## YOUR TASK:
Exactly as they appear, set down all of the records.

## Stored items:
"""

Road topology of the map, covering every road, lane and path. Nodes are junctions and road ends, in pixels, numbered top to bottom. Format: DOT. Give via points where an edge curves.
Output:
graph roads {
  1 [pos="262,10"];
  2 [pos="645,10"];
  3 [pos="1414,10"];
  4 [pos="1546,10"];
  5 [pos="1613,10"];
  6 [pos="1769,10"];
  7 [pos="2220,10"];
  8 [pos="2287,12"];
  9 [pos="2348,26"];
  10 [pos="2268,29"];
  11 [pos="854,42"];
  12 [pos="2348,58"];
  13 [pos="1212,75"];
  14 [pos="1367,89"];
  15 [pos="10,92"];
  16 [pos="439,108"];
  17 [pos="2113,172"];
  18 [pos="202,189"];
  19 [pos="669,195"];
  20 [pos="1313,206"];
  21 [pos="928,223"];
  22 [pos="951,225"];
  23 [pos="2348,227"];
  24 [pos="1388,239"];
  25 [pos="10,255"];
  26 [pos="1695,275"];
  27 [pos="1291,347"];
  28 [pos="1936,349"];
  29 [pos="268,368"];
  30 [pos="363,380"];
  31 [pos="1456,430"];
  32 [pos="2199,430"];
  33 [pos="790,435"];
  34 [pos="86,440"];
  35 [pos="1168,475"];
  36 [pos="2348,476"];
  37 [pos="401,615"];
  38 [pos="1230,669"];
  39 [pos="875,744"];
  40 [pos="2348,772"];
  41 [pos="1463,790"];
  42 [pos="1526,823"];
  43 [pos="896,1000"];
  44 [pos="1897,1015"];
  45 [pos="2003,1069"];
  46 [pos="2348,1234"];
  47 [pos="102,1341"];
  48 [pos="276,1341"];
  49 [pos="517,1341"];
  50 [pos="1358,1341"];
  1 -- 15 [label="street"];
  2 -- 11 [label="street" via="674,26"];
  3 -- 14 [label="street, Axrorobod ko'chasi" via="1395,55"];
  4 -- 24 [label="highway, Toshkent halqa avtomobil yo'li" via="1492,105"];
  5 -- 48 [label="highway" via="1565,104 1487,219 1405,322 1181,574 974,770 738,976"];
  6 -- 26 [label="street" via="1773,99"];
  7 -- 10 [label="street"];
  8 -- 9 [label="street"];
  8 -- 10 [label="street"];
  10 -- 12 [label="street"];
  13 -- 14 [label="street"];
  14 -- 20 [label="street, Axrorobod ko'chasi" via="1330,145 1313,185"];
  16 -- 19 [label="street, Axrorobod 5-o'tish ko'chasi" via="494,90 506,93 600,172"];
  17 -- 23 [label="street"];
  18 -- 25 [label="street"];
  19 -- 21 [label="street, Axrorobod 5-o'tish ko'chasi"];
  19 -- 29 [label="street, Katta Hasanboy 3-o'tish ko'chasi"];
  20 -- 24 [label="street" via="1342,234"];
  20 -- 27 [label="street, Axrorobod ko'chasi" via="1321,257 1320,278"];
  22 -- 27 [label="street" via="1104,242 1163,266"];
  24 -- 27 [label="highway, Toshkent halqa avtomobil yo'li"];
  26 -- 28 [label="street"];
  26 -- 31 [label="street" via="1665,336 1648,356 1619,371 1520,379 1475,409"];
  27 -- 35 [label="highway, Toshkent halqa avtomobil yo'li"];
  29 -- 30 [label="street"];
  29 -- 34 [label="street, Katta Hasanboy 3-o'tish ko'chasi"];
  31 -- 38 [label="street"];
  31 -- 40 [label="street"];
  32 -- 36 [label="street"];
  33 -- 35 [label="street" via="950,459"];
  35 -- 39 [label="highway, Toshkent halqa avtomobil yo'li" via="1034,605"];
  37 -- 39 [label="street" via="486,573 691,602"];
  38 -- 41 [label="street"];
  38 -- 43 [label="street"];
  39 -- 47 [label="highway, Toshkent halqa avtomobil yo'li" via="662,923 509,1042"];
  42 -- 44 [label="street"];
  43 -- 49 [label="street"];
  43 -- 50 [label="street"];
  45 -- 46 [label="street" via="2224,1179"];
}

"""

## OUTPUT:
Road topology of the map, covering every road, lane and path. Nodes are junctions and road ends, in pixels, numbered top to bottom. Format: DOT. Give via points where an edge curves.
Output:
graph roads {
  1 [pos="262,10"];
  2 [pos="645,10"];
  3 [pos="1414,10"];
  4 [pos="1546,10"];
  5 [pos="1613,10"];
  6 [pos="1769,10"];
  7 [pos="2220,10"];
  8 [pos="2287,12"];
  9 [pos="2348,26"];
  10 [pos="2268,29"];
  11 [pos="854,42"];
  12 [pos="2348,58"];
  13 [pos="1212,75"];
  14 [pos="1367,89"];
  15 [pos="10,92"];
  16 [pos="439,108"];
  17 [pos="2113,172"];
  18 [pos="202,189"];
  19 [pos="669,195"];
  20 [pos="1313,206"];
  21 [pos="928,223"];
  22 [pos="951,225"];
  23 [pos="2348,227"];
  24 [pos="1388,239"];
  25 [pos="10,255"];
  26 [pos="1695,275"];
  27 [pos="1291,347"];
  28 [pos="1936,349"];
  29 [pos="268,368"];
  30 [pos="363,380"];
  31 [pos="1456,430"];
  32 [pos="2199,430"];
  33 [pos="790,435"];
  34 [pos="86,440"];
  35 [pos="1168,475"];
  36 [pos="2348,476"];
  37 [pos="401,615"];
  38 [pos="1230,669"];
  39 [pos="875,744"];
  40 [pos="2348,772"];
  41 [pos="1463,790"];
  42 [pos="1526,823"];
  43 [pos="896,1000"];
  44 [pos="1897,1015"];
  45 [pos="2003,1069"];
  46 [pos="2348,1234"];
  47 [pos="102,1341"];
  48 [pos="276,1341"];
  49 [pos="517,1341"];
  50 [pos="1358,1341"];
  1 -- 15 [label="street"];
  2 -- 11 [label="street" via="674,26"];
  3 -- 14 [label="street, Axrorobod ko'chasi" via="1395,55"];
  4 -- 24 [label="highway, Toshkent halqa avtomobil yo'li" via="1492,105"];
  5 -- 48 [label="highway" via="1565,104 1487,219 1405,322 1181,574 974,770 738,976"];
  6 -- 26 [label="street" via="1773,99"];
  7 -- 10 [label="street"];
  8 -- 9 [label="street"];
  8 -- 10 [label="street"];
  10 -- 12 [label="street"];
  13 -- 14 [label="street"];
  14 -- 20 [label="street, Axrorobod ko'chasi" via="1330,145 1313,185"];
  16 -- 19 [label="street, Axrorobod 5-o'tish ko'chasi" via="494,90 506,93 600,172"];
  17 -- 23 [label="street"];
  18 -- 25 [label="street"];
  19 -- 21 [label="street, Axrorobod 5-o'tish ko'chasi"];
  19 -- 29 [label="street, Katta Hasanboy 3-o'tish ko'chasi"];
  20 -- 24 [label="street" via="1342,234"];
  20 -- 27 [label="street, Axrorobod ko'chasi" via="1321,257 1320,278"];
  22 -- 27 [label="street" via="1104,242 1163,266"];
  24 -- 27 [label="highway, Toshkent halqa avtomobil yo'li"];
  26 -- 28 [label="street"];
  26 -- 31 [label="street" via="1665,336 1648,356 1619,371 1520,379 1475,409"];
  27 -- 35 [label="highway, Toshkent halqa avtomobil yo'li"];
  29 -- 30 [label="street"];
  29 -- 34 [label="street, Katta Hasanboy 3-o'tish ko'chasi"];
  31 -- 38 [label="street"];
  31 -- 40 [label="street"];
  32 -- 36 [label="street"];
  33 -- 35 [label="street" via="950,459"];
  35 -- 39 [label="highway, Toshkent halqa avtomobil yo'li" via="1034,605"];
  37 -- 39 [label="street" via="486,573 691,602"];
  38 -- 41 [label="street"];
  38 -- 43 [label="street"];
  39 -- 47 [label="highway, Toshkent halqa avtomobil yo'li" via="662,923 509,1042"];
  42 -- 44 [label="street"];
  43 -- 49 [label="street"];
  43 -- 50 [label="street"];
  45 -- 46 [label="street" via="2224,1179"];
}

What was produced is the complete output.